Immergut rejected suggestions that the McNulty Memorandum allows a "culture of waiver" to persist such that business organizations are coerced to waive privileges with or without a prosecution waiver request. Even when waiver is requested, Immergut stressed that "[c]ooperation is just one of the nine factors a prosecutor weighs in determining whether to charge a corporation," and that waiver of attorney-client privilege and work product protection "is simply one sub-factor that might come into play in evaluating" this part of the cooperation analysis under the McNulty Memorandum.
In addition to chilling prosecutorial efforts, Immergut suggested that ACPPA is unnecessary because waiver requests are not as common as one might expect.
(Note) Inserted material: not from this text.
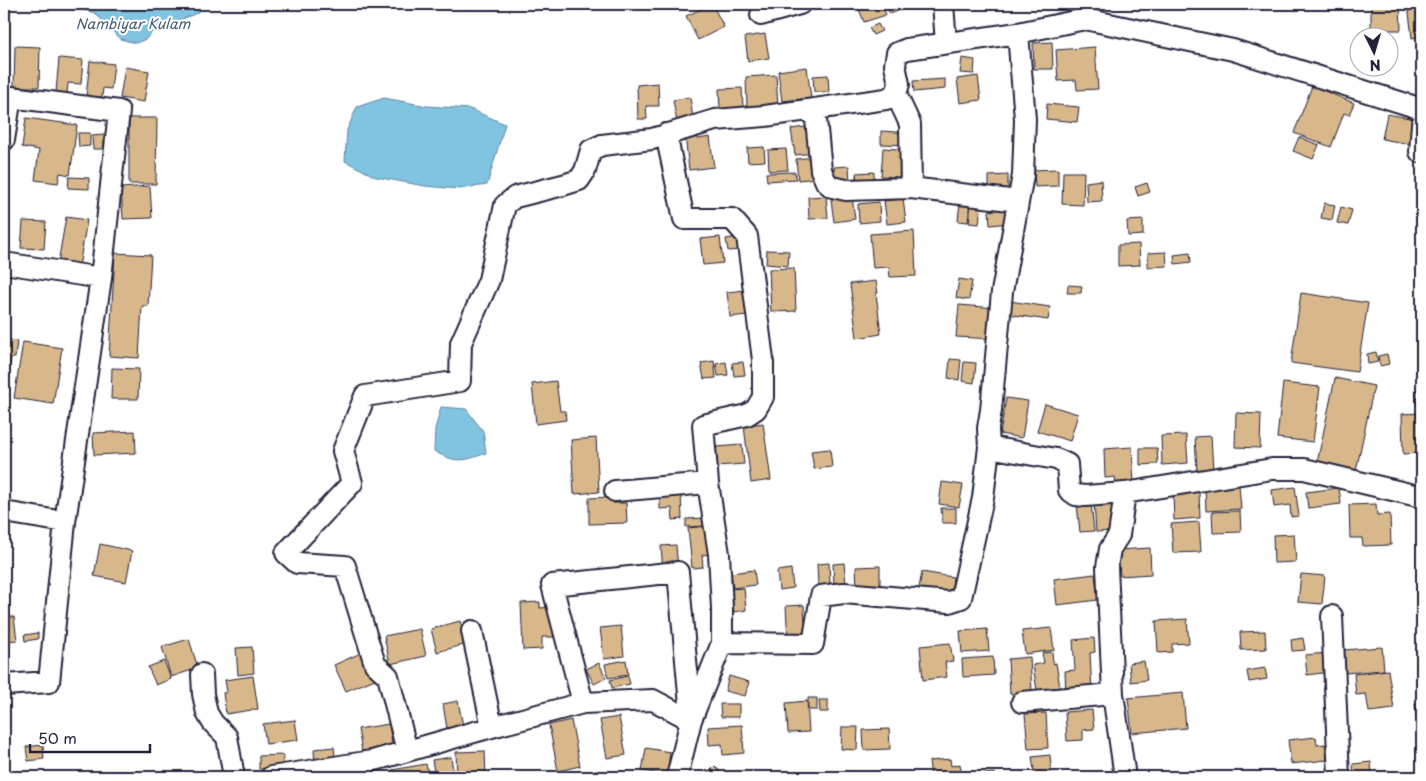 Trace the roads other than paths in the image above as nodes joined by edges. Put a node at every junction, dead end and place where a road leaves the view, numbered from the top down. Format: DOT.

Since the December 2006 release of the McNulty Memorandum, DOJ has received 10 approval requests for "Category I" inquiries, of which she said only five involved documents actually covered in that category. The Deputy Attorney General's office received no requests for "Category II" inquiries following the McNulty Memorandum's release.
Attorney General Dick Thornburgh rejected Immergut's suggestion that the McNulty Memorandum remedied any coercive effects associated with waiver requests. "No matter what its procedural requirements or how reasonably the Justice Department may promise to implement it, a waiver policy poses overwhelming temptations to target organizations, often desperate to save their very existence." ACPPA would not impair prosecutors' ability to develop cases,Thornburgh testified, because prosecutors could still "accept voluntary submissions by companies of the results of internal investigations," could request non-privileged communications and materials, and could otherwise use traditional prosecutorial tools of grand jury subpoenas, immunity agreements, etc. For these reasons, and because the McNulty Memorandum "retains most of the basic flaws of its predecessors,"Thornburgh urged the Committee to proceed with ACPPA.
What the future holds for ACPPA and the McNulty Memorandum remains unclear. Senator Leahy noted that, while seeking to curb prosecutorial overreaching, legislators "must be mindful not to cripple law enforcement efforts to eradicate the scourge of corporate fraud." Senator Leahy also noted that the McNulty Memorandum has been in place for less than a year.
Based on these remarks, one could expect that there will be no major developments for ACPPA and the McNulty Memorandum in the near future, at least not until the confirmation of a new Attorney General. However, Senator Specter has made it clear that he intends to push for legislation despite the McNulty Memorandum. Thus, it is virtually certain that Attorney General nominee Michael Mukasey will face pointed questioning from the Judiciary Committee on these issues.